◆ **Directions**
With the pictures set aside, write out all of the data exactly as it stands.

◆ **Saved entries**

[Start of Attachment]

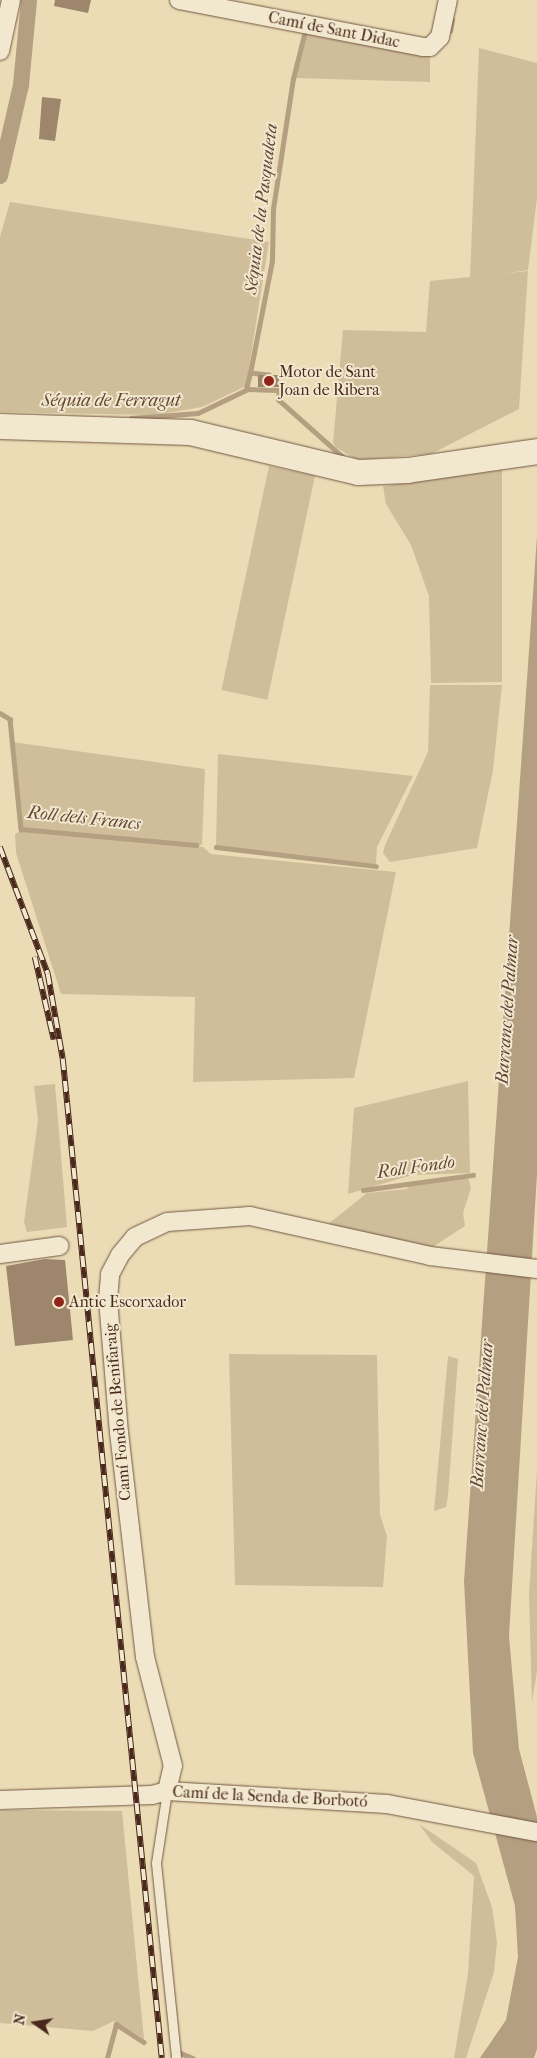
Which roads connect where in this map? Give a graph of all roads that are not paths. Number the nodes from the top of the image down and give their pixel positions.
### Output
1 (11, 0) edge
2 (179, 0) edge
3 (448, 0) edge
4 (0, 51) edge
5 (0, 426) edge
6 (528, 453) edge
7 (59, 1246) dead end
8 (0, 1254) edge
9 (537, 1269) edge
10 (167, 1791) junction
11 (0, 1800) edge
12 (537, 1832) edge
13 (176, 2058) edge

1 - 4 street
2 - 3 street, Camí de Sant Didac
5 - 6 street
7 - 8 street
9 - 10 street, Camí Fondo de Benifaraig
10 - 11 street, Camí de la Senda de Borbotó
10 - 12 street, Camí de la Senda de Borbotó
10 - 13 lane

[End of Attachment]

◆ **Response box**
Which roads connect where in this map? Give a graph of all roads that are not paths. Number the nodes from the top of the image down and give their pixel positions.
### Output
1 (11, 0) edge
2 (179, 0) edge
3 (448, 0) edge
4 (0, 51) edge
5 (0, 426) edge
6 (528, 453) edge
7 (59, 1246) dead end
8 (0, 1254) edge
9 (537, 1269) edge
10 (167, 1791) junction
11 (0, 1800) edge
12 (537, 1832) edge
13 (176, 2058) edge

1 - 4 street
2 - 3 street, Camí de Sant Didac
5 - 6 street
7 - 8 street
9 - 10 street, Camí Fondo de Benifaraig
10 - 11 street, Camí de la Senda de Borbotó
10 - 12 street, Camí de la Senda de Borbotó
10 - 13 lane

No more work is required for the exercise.